Tetraethylorthosilicate (TEOS, 98%), cetyltrimethylammonium bromide (CTAB, 95%), aminopropyltriethoxysilane (APTES, 99%), phosphate buffer (pH = 7.2), sodium hydroxide (extra pure), polyethyleneimine (MW 10 kD), and ethanol (99%) were purchased from Sigma-Aldrich Co. The certain siRNA was purchased from Sinagene Co. (Tehran). All of the solvents and reagents were used as received without further purification. Double distilled water was used in all of the experiments. Aluminium nitrate nine hydrate (Al(NO3)3.9H2O) was purchased from Merck Co.

2.2 Methods

2.2.1 Synthesis of mesoporous silica nanoparticles (MSN)

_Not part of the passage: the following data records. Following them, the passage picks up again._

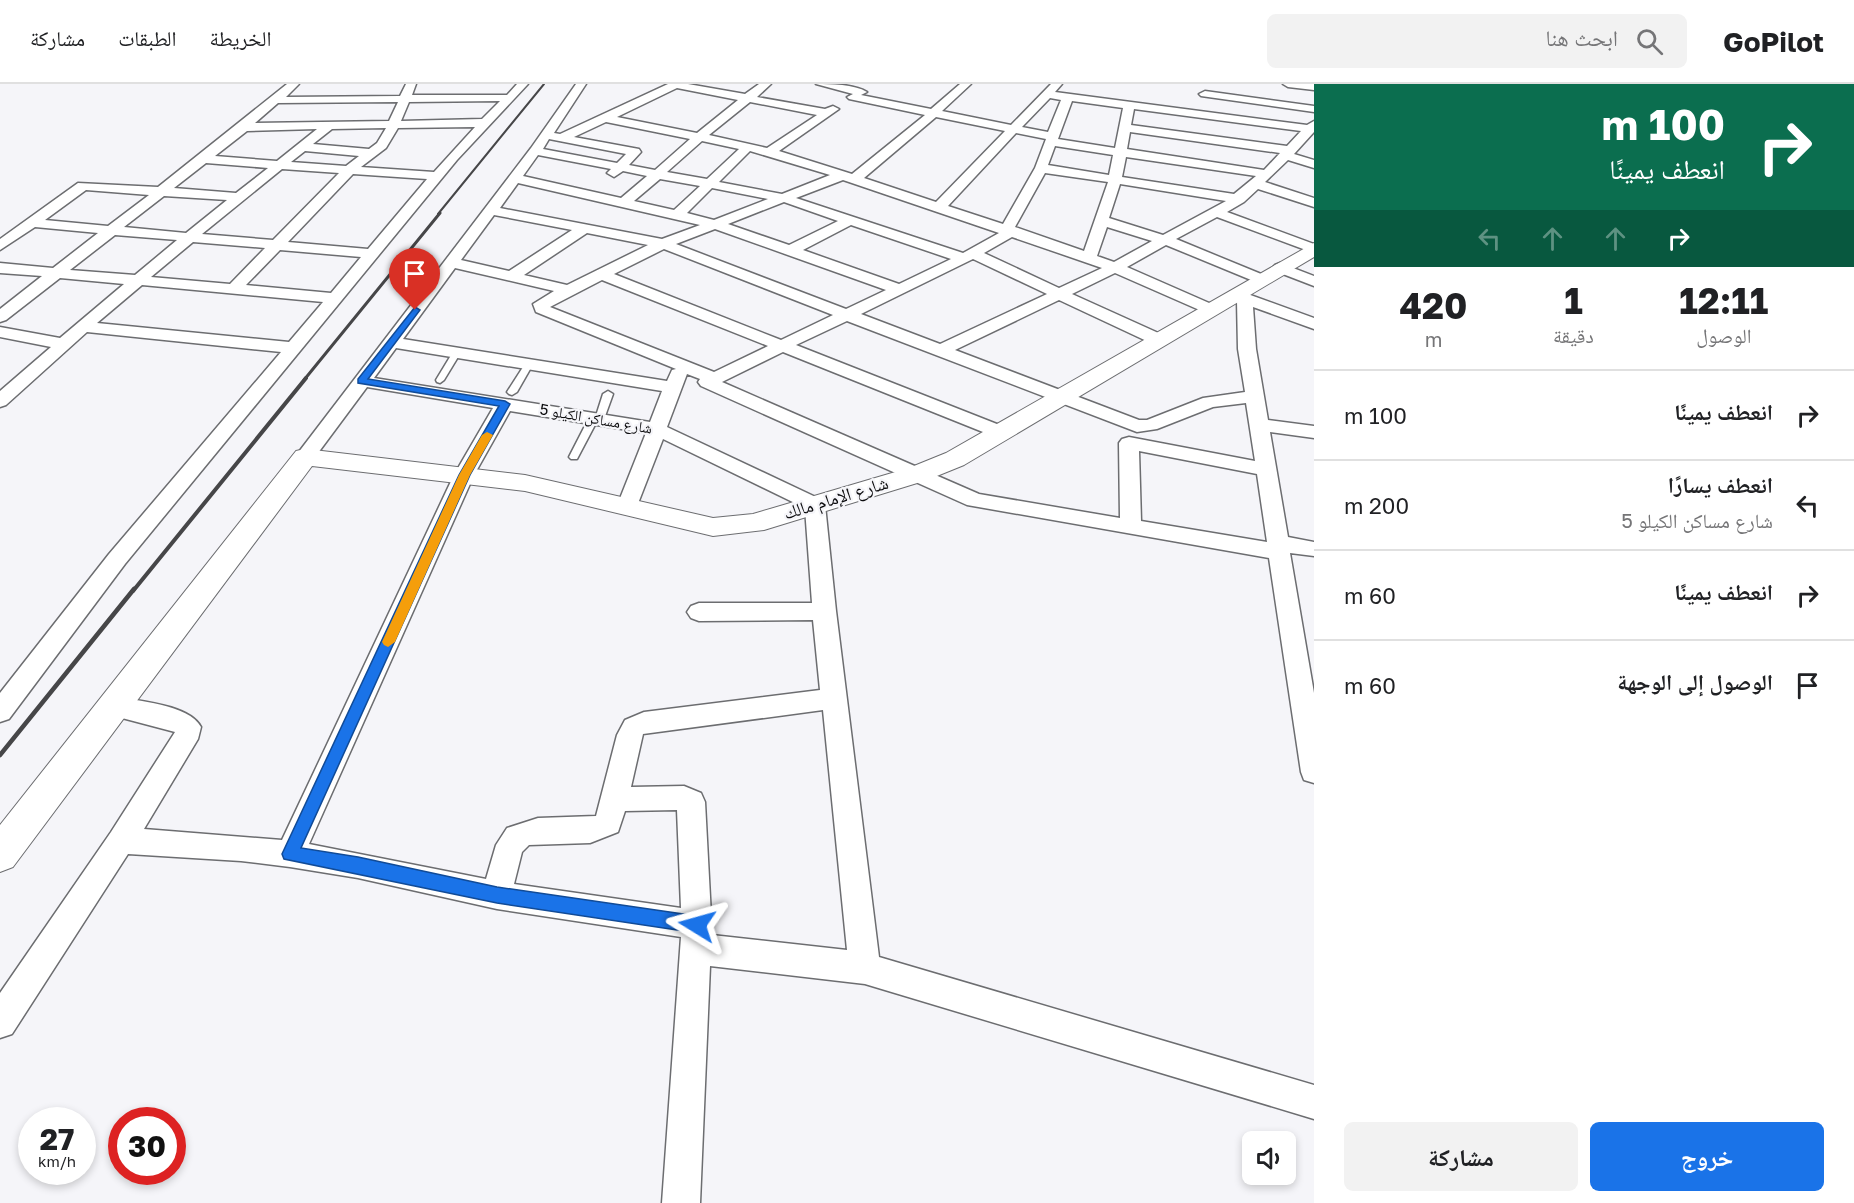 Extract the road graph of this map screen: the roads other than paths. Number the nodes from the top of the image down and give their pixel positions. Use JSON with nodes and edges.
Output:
{"nodes":[{"id":1,"x":294,"y":84,"type":"edge"},
{"id":2,"x":411,"y":84,"type":"edge"},
{"id":3,"x":524,"y":84,"type":"edge"},
{"id":4,"x":581,"y":84,"type":"edge"},
{"id":5,"x":766,"y":84,"type":"edge"},
{"id":6,"x":821,"y":84,"type":"edge"},
{"id":7,"x":874,"y":84,"type":"edge"},
{"id":8,"x":966,"y":84,"type":"edge"},
{"id":9,"x":1056,"y":84,"type":"edge"},
{"id":10,"x":1288,"y":84,"type":"edge"},
{"id":11,"x":676,"y":85,"type":"edge"},
{"id":12,"x":1314,"y":87,"type":"edge"},
{"id":13,"x":1124,"y":89,"type":"dead end"},
{"id":14,"x":1207,"y":89,"type":"edge"},
{"id":15,"x":857,"y":94,"type":"junction"},
{"id":16,"x":1047,"y":94,"type":"junction"},
{"id":17,"x":1068,"y":97,"type":"junction"},
{"id":18,"x":510,"y":98,"type":"junction"},
{"id":19,"x":746,"y":98,"type":"junction"},
{"id":20,"x":405,"y":99,"type":"junction"},
{"id":21,"x":276,"y":100,"type":"junction"},
{"id":22,"x":1115,"y":104,"type":"junction"},
{"id":23,"x":1129,"y":105,"type":"junction"},
{"id":24,"x":1314,"y":109,"type":"edge"},
{"id":25,"x":827,"y":113,"type":"junction"},
{"id":26,"x":933,"y":114,"type":"junction"},
{"id":27,"x":1194,"y":114,"type":"junction"},
{"id":28,"x":606,"y":118,"type":"junction"},
{"id":29,"x":485,"y":123,"type":"junction"},
{"id":30,"x":394,"y":124,"type":"junction"},
{"id":31,"x":329,"y":126,"type":"junction"},
{"id":32,"x":244,"y":127,"type":"junction"},
{"id":33,"x":1125,"y":128,"type":"junction"},
{"id":34,"x":1011,"y":129,"type":"junction"},
{"id":35,"x":1312,"y":130,"type":"edge"},
{"id":36,"x":546,"y":135,"type":"junction"},
{"id":37,"x":699,"y":137,"type":"junction"},
{"id":38,"x":562,"y":138,"type":"junction"},
{"id":39,"x":1052,"y":140,"type":"junction"},
{"id":40,"x":302,"y":147,"type":"junction"},
{"id":41,"x":748,"y":147,"type":"junction"},
{"id":42,"x":535,"y":151,"type":"junction"},
{"id":43,"x":770,"y":152,"type":"junction"},
{"id":44,"x":370,"y":153,"type":"junction"},
{"id":45,"x":1120,"y":153,"type":"junction"},
{"id":46,"x":1287,"y":153,"type":"junction"},
{"id":47,"x":201,"y":159,"type":"junction"},
{"id":48,"x":278,"y":164,"type":"junction"},
{"id":49,"x":1314,"y":164,"type":"edge"},
{"id":50,"x":620,"y":166,"type":"junction"},
{"id":51,"x":1041,"y":168,"type":"junction"},
{"id":52,"x":350,"y":169,"type":"junction"},
{"id":53,"x":659,"y":174,"type":"junction"},
{"id":54,"x":438,"y":176,"type":"junction"},
{"id":55,"x":849,"y":177,"type":"junction"},
{"id":56,"x":514,"y":178,"type":"junction"},
{"id":57,"x":1262,"y":179,"type":"junction"},
{"id":58,"x":1115,"y":180,"type":"junction"},
{"id":59,"x":711,"y":183,"type":"junction"},
{"id":60,"x":159,"y":192,"type":"junction"},
{"id":61,"x":588,"y":196,"type":"junction"},
{"id":62,"x":239,"y":197,"type":"junction"},
{"id":63,"x":784,"y":198,"type":"junction"},
{"id":64,"x":1239,"y":199,"type":"junction"},
{"id":65,"x":1314,"y":203,"type":"edge"},
{"id":66,"x":623,"y":204,"type":"junction"},
{"id":67,"x":939,"y":207,"type":"junction"},
{"id":68,"x":491,"y":210,"type":"junction"},
{"id":69,"x":1216,"y":212,"type":"junction"},
{"id":70,"x":677,"y":215,"type":"junction"},
{"id":71,"x":850,"y":220,"type":"junction"},
{"id":72,"x":1103,"y":221,"type":"junction"},
{"id":73,"x":33,"y":223,"type":"junction"},
{"id":74,"x":715,"y":224,"type":"junction"},
{"id":75,"x":585,"y":228,"type":"junction"},
{"id":76,"x":112,"y":229,"type":"junction"},
{"id":77,"x":1010,"y":230,"type":"junction"},
{"id":78,"x":192,"y":236,"type":"junction"},
{"id":79,"x":1165,"y":240,"type":"junction"},
{"id":80,"x":279,"y":243,"type":"junction"},
{"id":81,"x":663,"y":244,"type":"junction"},
{"id":82,"x":0,"y":246,"type":"edge"},
{"id":83,"x":1314,"y":249,"type":"edge"},
{"id":84,"x":791,"y":250,"type":"junction"},
{"id":85,"x":374,"y":254,"type":"junction"},
{"id":86,"x":968,"y":256,"type":"junction"},
{"id":87,"x":1089,"y":258,"type":"junction"},
{"id":88,"x":452,"y":262,"type":"junction"},
{"id":89,"x":1115,"y":267,"type":"junction"},
{"id":90,"x":0,"y":268,"type":"edge"},
{"id":91,"x":53,"y":273,"type":"junction"},
{"id":92,"x":600,"y":274,"type":"junction"},
{"id":93,"x":1271,"y":274,"type":"junction"},
{"id":94,"x":512,"y":276,"type":"junction"},
{"id":95,"x":140,"y":280,"type":"junction"},
{"id":96,"x":1314,"y":281,"type":"edge"},
{"id":97,"x":235,"y":288,"type":"junction"},
{"id":98,"x":899,"y":289,"type":"junction"},
{"id":99,"x":569,"y":290,"type":"junction"},
{"id":100,"x":1060,"y":293,"type":"junction"},
{"id":101,"x":1240,"y":296,"type":"junction"},
{"id":102,"x":337,"y":298,"type":"junction"},
{"id":103,"x":1210,"y":309,"type":"junction"},
{"id":104,"x":846,"y":315,"type":"junction"},
{"id":105,"x":0,"y":317,"type":"edge"},
{"id":106,"x":1314,"y":324,"type":"edge"},
{"id":107,"x":83,"y":327,"type":"junction"},
{"id":108,"x":0,"y":332,"type":"edge"},
{"id":109,"x":1159,"y":340,"type":"junction"},
{"id":110,"x":391,"y":342,"type":"junction"},
{"id":111,"x":63,"y":344,"type":"junction"},
{"id":112,"x":782,"y":345,"type":"junction"},
{"id":113,"x":296,"y":348,"type":"junction"},
{"id":114,"x":939,"y":351,"type":"junction"},
{"id":115,"x":457,"y":352,"type":"junction"},
{"id":116,"x":529,"y":364,"type":"junction"},
{"id":117,"x":681,"y":365,"type":"junction"},
{"id":118,"x":713,"y":378,"type":"junction"},
{"id":119,"x":440,"y":380,"type":"dead end"},
{"id":120,"x":362,"y":381,"type":"junction"},
{"id":121,"x":673,"y":387,"type":"junction"},
{"id":122,"x":608,"y":394,"type":"dead end"},
{"id":123,"x":1255,"y":396,"type":"junction"},
{"id":124,"x":509,"y":398,"type":"junction"},
{"id":125,"x":1060,"y":398,"type":"junction"},
{"id":126,"x":0,"y":401,"type":"edge"},
{"id":127,"x":597,"y":418,"type":"junction"},
{"id":128,"x":1260,"y":425,"type":"junction"},
{"id":129,"x":657,"y":429,"type":"junction"},
{"id":130,"x":1000,"y":432,"type":"junction"},
{"id":131,"x":1314,"y":432,"type":"edge"},
{"id":132,"x":574,"y":456,"type":"dead end"},
{"id":133,"x":305,"y":457,"type":"junction"},
{"id":134,"x":1265,"y":469,"type":"junction"},
{"id":135,"x":918,"y":474,"type":"junction"},
{"id":136,"x":464,"y":475,"type":"junction"},
{"id":137,"x":814,"y":505,"type":"junction"},
{"id":138,"x":627,"y":506,"type":"junction"},
{"id":139,"x":1131,"y":526,"type":"junction"},
{"id":140,"x":1278,"y":547,"type":"junction"},
{"id":141,"x":1314,"y":549,"type":"edge"},
{"id":142,"x":824,"y":611,"type":"junction"},
{"id":143,"x":699,"y":612,"type":"dead end"},
{"id":144,"x":1305,"y":670,"type":"edge"},
{"id":145,"x":8,"y":692,"type":"edge"},
{"id":146,"x":834,"y":698,"type":"junction"},
{"id":147,"x":112,"y":706,"type":"junction"},
{"id":148,"x":0,"y":712,"type":"edge"},
{"id":149,"x":1314,"y":772,"type":"edge"},
{"id":150,"x":615,"y":799,"type":"junction"},
{"id":151,"x":121,"y":841,"type":"junction"},
{"id":152,"x":290,"y":854,"type":"junction"},
{"id":153,"x":0,"y":855,"type":"edge"},
{"id":154,"x":497,"y":895,"type":"junction"},
{"id":155,"x":696,"y":937,"type":"junction"},
{"id":156,"x":865,"y":968,"type":"junction"},
{"id":157,"x":0,"y":1022,"type":"edge"},
{"id":158,"x":1314,"y":1102,"type":"edge"},
{"id":159,"x":681,"y":1203,"type":"edge"}],
"edges":[{"from":1,"to":21,"type":"street"},
{"from":2,"to":20,"type":"street"},
{"from":3,"to":18,"type":"street"},
{"from":4,"to":36,"type":"street"},
{"from":5,"to":19,"type":"street"},
{"from":6,"to":15,"type":"street"},
{"from":7,"to":15,"type":"street"},
{"from":8,"to":26,"type":"street"},
{"from":9,"to":16,"type":"street"},
{"from":10,"to":12,"type":"street"},
{"from":11,"to":19,"type":"street"},
{"from":11,"to":28,"type":"street"},
{"from":13,"to":22,"type":"street"},
{"from":14,"to":24,"type":"street"},
{"from":14,"to":27,"type":"street"},
{"from":15,"to":25,"type":"street"},
{"from":15,"to":26,"type":"street"},
{"from":16,"to":17,"type":"street"},
{"from":16,"to":34,"type":"street"},
{"from":17,"to":22,"type":"street"},
{"from":17,"to":39,"type":"street"},
{"from":18,"to":20,"type":"street"},
{"from":18,"to":29,"type":"street"},
{"from":19,"to":25,"type":"street"},
{"from":19,"to":37,"type":"street"},
{"from":20,"to":21,"type":"street"},
{"from":20,"to":30,"type":"street"},
{"from":21,"to":32,"type":"street"},
{"from":22,"to":23,"type":"street"},
{"from":23,"to":27,"type":"street"},
{"from":23,"to":33,"type":"street"},
{"from":25,"to":43,"type":"street"},
{"from":26,"to":34,"type":"street"},
{"from":26,"to":55,"type":"street"},
{"from":27,"to":35,"type":"street"},
{"from":28,"to":37,"type":"street"},
{"from":28,"to":38,"type":"street"},
{"from":29,"to":30,"type":"street"},
{"from":29,"to":54,"type":"street"},
{"from":30,"to":31,"type":"street"},
{"from":30,"to":44,"type":"street"},
{"from":31,"to":32,"type":"street"},
{"from":31,"to":40,"type":"street"},
{"from":32,"to":47,"type":"street"},
{"from":33,"to":45,"type":"street"},
{"from":33,"to":46,"type":"street"},
{"from":34,"to":39,"type":"street"},
{"from":34,"to":67,"type":"street"},
{"from":35,"to":46,"type":"street"},
{"from":36,"to":38,"type":"street"},
{"from":36,"to":42,"type":"street"},
{"from":37,"to":41,"type":"street"},
{"from":37,"to":53,"type":"street"},
{"from":38,"to":50,"type":"street"},
{"from":39,"to":45,"type":"street"},
{"from":39,"to":51,"type":"street"},
{"from":40,"to":44,"type":"street"},
{"from":40,"to":48,"type":"street"},
{"from":41,"to":43,"type":"street"},
{"from":41,"to":59,"type":"street"},
{"from":42,"to":50,"type":"street"},
{"from":42,"to":56,"type":"street"},
{"from":43,"to":55,"type":"street"},
{"from":44,"to":52,"type":"street"},
{"from":45,"to":57,"type":"street"},
{"from":45,"to":58,"type":"street"},
{"from":46,"to":49,"type":"street"},
{"from":46,"to":57,"type":"street"},
{"from":47,"to":48,"type":"street"},
{"from":47,"to":60,"type":"street"},
{"from":48,"to":52,"type":"street"},
{"from":48,"to":62,"type":"street"},
{"from":50,"to":53,"type":"street"},
{"from":50,"to":61,"type":"street"},
{"from":51,"to":58,"type":"street"},
{"from":51,"to":77,"type":"street"},
{"from":52,"to":54,"type":"street"},
{"from":52,"to":80,"type":"street"},
{"from":53,"to":59,"type":"street"},
{"from":53,"to":66,"type":"street"},
{"from":54,"to":85,"type":"street"},
{"from":55,"to":63,"type":"street"},
{"from":55,"to":67,"type":"street"},
{"from":56,"to":61,"type":"street"},
{"from":56,"to":68,"type":"street"},
{"from":57,"to":64,"type":"street"},
{"from":57,"to":65,"type":"street"},
{"from":58,"to":64,"type":"street"},
{"from":58,"to":72,"type":"street"},
{"from":59,"to":63,"type":"street"},
{"from":59,"to":70,"type":"street"},
{"from":60,"to":62,"type":"street"},
{"from":60,"to":73,"type":"street"},
{"from":60,"to":76,"type":"street"},
{"from":61,"to":66,"type":"street"},
{"from":62,"to":78,"type":"street"},
{"from":63,"to":71,"type":"street"},
{"from":63,"to":74,"type":"street"},
{"from":64,"to":69,"type":"street"},
{"from":66,"to":70,"type":"street"},
{"from":67,"to":77,"type":"street"},
{"from":68,"to":75,"type":"street"},
{"from":68,"to":88,"type":"street"},
{"from":69,"to":79,"type":"street"},
{"from":69,"to":83,"type":"street"},
{"from":70,"to":74,"type":"street"},
{"from":71,"to":84,"type":"street"},
{"from":71,"to":86,"type":"street"},
{"from":72,"to":79,"type":"street"},
{"from":72,"to":87,"type":"street"},
{"from":73,"to":76,"type":"street"},
{"from":73,"to":82,"type":"street"},
{"from":74,"to":81,"type":"street"},
{"from":74,"to":84,"type":"street"},
{"from":75,"to":81,"type":"street"},
{"from":75,"to":94,"type":"street"},
{"from":76,"to":78,"type":"street"},
{"from":76,"to":91,"type":"street"},
{"from":77,"to":86,"type":"street"},
{"from":77,"to":87,"type":"street"},
{"from":78,"to":80,"type":"street"},
{"from":78,"to":95,"type":"street"},
{"from":79,"to":89,"type":"street"},
{"from":79,"to":93,"type":"street"},
{"from":80,"to":85,"type":"street"},
{"from":80,"to":97,"type":"street"},
{"from":81,"to":92,"type":"street"},
{"from":81,"to":104,"type":"street"},
{"from":83,"to":93,"type":"street","name":"شارع الإمام مالك"},
{"from":84,"to":98,"type":"street"},
{"from":85,"to":102,"type":"street"},
{"from":86,"to":98,"type":"street"},
{"from":86,"to":100,"type":"street"},
{"from":87,"to":89,"type":"street"},
{"from":88,"to":94,"type":"street"},
{"from":88,"to":110,"type":"street"},
{"from":89,"to":100,"type":"street"},
{"from":89,"to":103,"type":"street"},
{"from":90,"to":91,"type":"street"},
{"from":91,"to":95,"type":"street"},
{"from":91,"to":105,"type":"street"},
{"from":92,"to":99,"type":"street"},
{"from":92,"to":112,"type":"street"},
{"from":93,"to":96,"type":"street"},
{"from":93,"to":101,"type":"street","name":"شارع الإمام مالك"},
{"from":94,"to":99,"type":"street"},
{"from":95,"to":97,"type":"street"},
{"from":95,"to":107,"type":"street"},
{"from":97,"to":102,"type":"street"},
{"from":98,"to":104,"type":"street"},
{"from":99,"to":117,"type":"street"},
{"from":100,"to":109,"type":"street"},
{"from":100,"to":114,"type":"street"},
{"from":101,"to":103,"type":"street","name":"شارع الإمام مالك"},
{"from":101,"to":106,"type":"street"},
{"from":101,"to":123,"type":"street"},
{"from":102,"to":113,"type":"street"},
{"from":103,"to":109,"type":"street","name":"شارع الإمام مالك"},
{"from":104,"to":112,"type":"street"},
{"from":104,"to":114,"type":"street"},
{"from":107,"to":111,"type":"street"},
{"from":107,"to":113,"type":"street"},
{"from":108,"to":111,"type":"street"},
{"from":109,"to":125,"type":"street","name":"شارع الإمام مالك"},
{"from":110,"to":115,"type":"street"},
{"from":110,"to":120,"type":"street"},
{"from":111,"to":126,"type":"street"},
{"from":112,"to":118,"type":"street"},
{"from":112,"to":130,"type":"street"},
{"from":113,"to":145,"type":"street"},
{"from":114,"to":125,"type":"street"},
{"from":115,"to":116,"type":"street"},
{"from":115,"to":119,"type":"lane"},
{"from":116,"to":121,"type":"street"},
{"from":116,"to":124,"type":"lane"},
{"from":117,"to":118,"type":"street"},
{"from":117,"to":121,"type":"street"},
{"from":118,"to":135,"type":"street"},
{"from":120,"to":124,"type":"street","name":"شارع مساكن الكيلو 5"},
{"from":120,"to":133,"type":"street"},
{"from":121,"to":129,"type":"street"},
{"from":122,"to":127,"type":"lane"},
{"from":123,"to":125,"type":"street"},
{"from":123,"to":128,"type":"street"},
{"from":124,"to":127,"type":"street","name":"شارع مساكن الكيلو 5"},
{"from":124,"to":136,"type":"street"},
{"from":125,"to":130,"type":"street","name":"شارع الإمام مالك"},
{"from":127,"to":129,"type":"street","name":"شارع مساكن الكيلو 5"},
{"from":127,"to":132,"type":"lane"},
{"from":128,"to":131,"type":"street"},
{"from":128,"to":134,"type":"street"},
{"from":129,"to":137,"type":"street","name":"شارع مساكن الكيلو 5"},
{"from":129,"to":138,"type":"street"},
{"from":130,"to":135,"type":"street","name":"شارع الإمام مالك"},
{"from":133,"to":136,"type":"street","name":"شارع الإمام مالك"},
{"from":133,"to":147,"type":"street"},
{"from":134,"to":139,"type":"street"},
{"from":134,"to":140,"type":"street"},
{"from":135,"to":137,"type":"street","name":"شارع الإمام مالك"},
{"from":135,"to":139,"type":"street"},
{"from":136,"to":138,"type":"street","name":"شارع الإمام مالك"},
{"from":136,"to":152,"type":"street"},
{"from":137,"to":138,"type":"street","name":"شارع الإمام مالك"},
{"from":137,"to":142,"type":"street"},
{"from":139,"to":140,"type":"street"},
{"from":140,"to":141,"type":"street"},
{"from":140,"to":144,"type":"street"},
{"from":142,"to":143,"type":"street"},
{"from":142,"to":146,"type":"street"},
{"from":144,"to":149,"type":"street"},
{"from":145,"to":148,"type":"street"},
{"from":146,"to":150,"type":"street"},
{"from":146,"to":156,"type":"street"},
{"from":147,"to":151,"type":"street"},
{"from":147,"to":153,"type":"street"},
{"from":150,"to":154,"type":"street"},
{"from":150,"to":155,"type":"street"},
{"from":151,"to":152,"type":"street"},
{"from":151,"to":157,"type":"street"},
{"from":152,"to":154,"type":"street"},
{"from":154,"to":155,"type":"street"},
{"from":155,"to":156,"type":"street"},
{"from":155,"to":159,"type":"street"},
{"from":156,"to":158,"type":"street"}]}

MSN samples were prepared according to the reported procedure [35]. A solution of CTAB (10 g) in double-distilled water (275 ml) was prepared at room temperature. Then a solution of 25% ammonia (54 ml) in ethanol (395 ml) was added to the above-mentioned solution and the mixture was stirred for 5 h. Finally, TEOS (45 ml) was added to the mixture and stirred for 8 h. The gel was aged for 8 h. The precipitate was then washed with water and ethanol (300 ml) of each sample, oven-dried, and finally calcined at 550 °C.

2.2.2 Synthesis of Aluminium-modified mesoporous silica nanoparticles (Al-MSN)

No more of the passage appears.